Not V100, though, which appears to have a 4096bit HBM2 memory interface and a unified L2 cache with 64 slices and a bandwidth of 32B/cycle per slice. It’s the later GPUs that have a partitioned L2 cache which increase bandwidth to 64B/cycle per slice.

So the partitioning is per memory controller? Meaning each memory controller is directly connected to both L2 partitions (and not half of memory controllers to each partition).

Or, actually, as we are talking about 32 vs. 64B/cycle/slice, each L2 slice is partitioned?

The other numbers are the same for V100: 512 bits per memory controller (8 memory controllers in the architecture image in the Volta architecture Nvidia white paper), 8 L2 slices per memory controller for HBM → 64 L2 slices.

No, half the L2 slices (and half the memory controllers) make up a partition, with a high-bandwidth interconnect between the two. Which is what enables Blackwell Bx00, for example, to be made of two separate dies in one package.

Then why does Volta have 32B/cycle/slice and later 100-class GPUs with partitioned L2-cache 64B/cycle/slice?

Either the change is independent of the partitioning after all,
or the number of L2 slices is per partition?

The newer GPUs also have significantly higher Tensor Core throughput (and higher per-SM, per-cycle float and int throughput) compared to V100. The increased L2 bandwidth from doubling slice width, plus massively increased capacity, as well as higher capacity L1/smem, is needed to keep those units fed.

Partitioning, as I understand it, is separate from that, but in aid of the same goal of providing more bandwidth at reasonable latency, as well as to lay the groundwork for multi-die GPUs (i.e. Blackwell and beyond).

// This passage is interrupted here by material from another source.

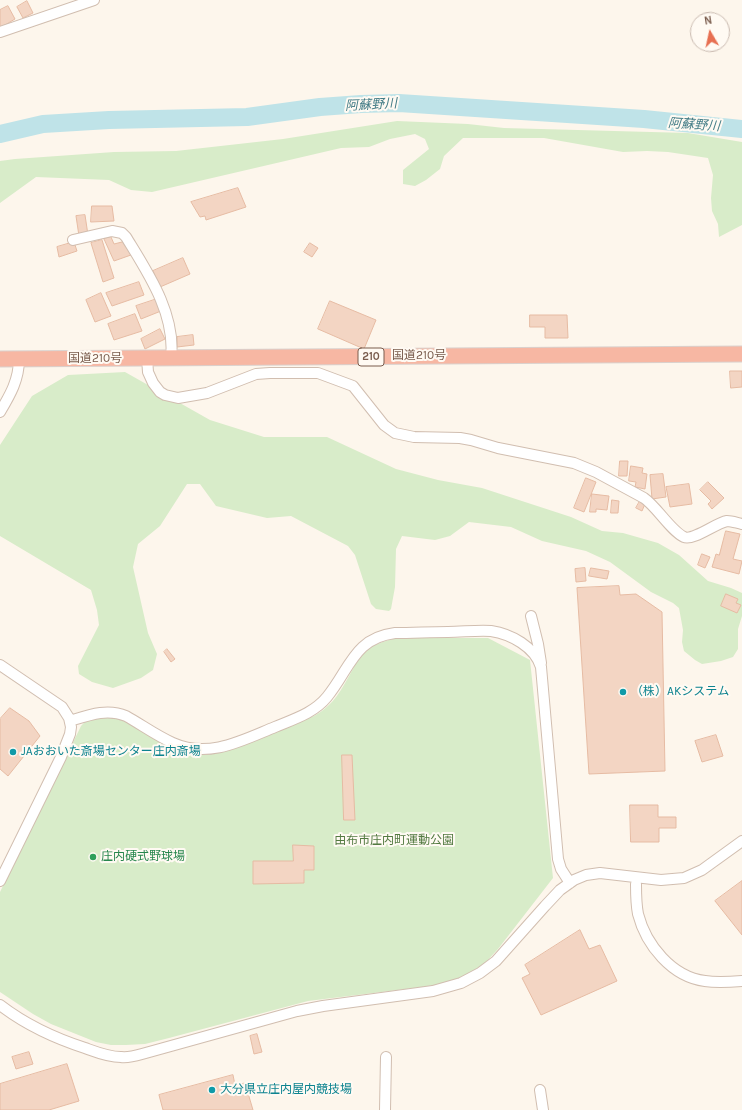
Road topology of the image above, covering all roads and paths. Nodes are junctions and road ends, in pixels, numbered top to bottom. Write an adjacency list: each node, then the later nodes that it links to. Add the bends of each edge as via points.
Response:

There was a switch from 32B/L2 slice/cycle to 64B from V100 to A100 as can be seen from this Nvidia GTC presentation on page 24: https://developer.download.nvidia.com/video/gputechconf/gtc/2020/presentations/s21730-inside-the-nvidia-ampere-architecture.pdf

The later 100-class GPUs seem to have kept 64B/cycle/slice.

The consumer class GPUs seem to have 4 L2 slices per memory controller and 32B/cycle/slice even for later architectures.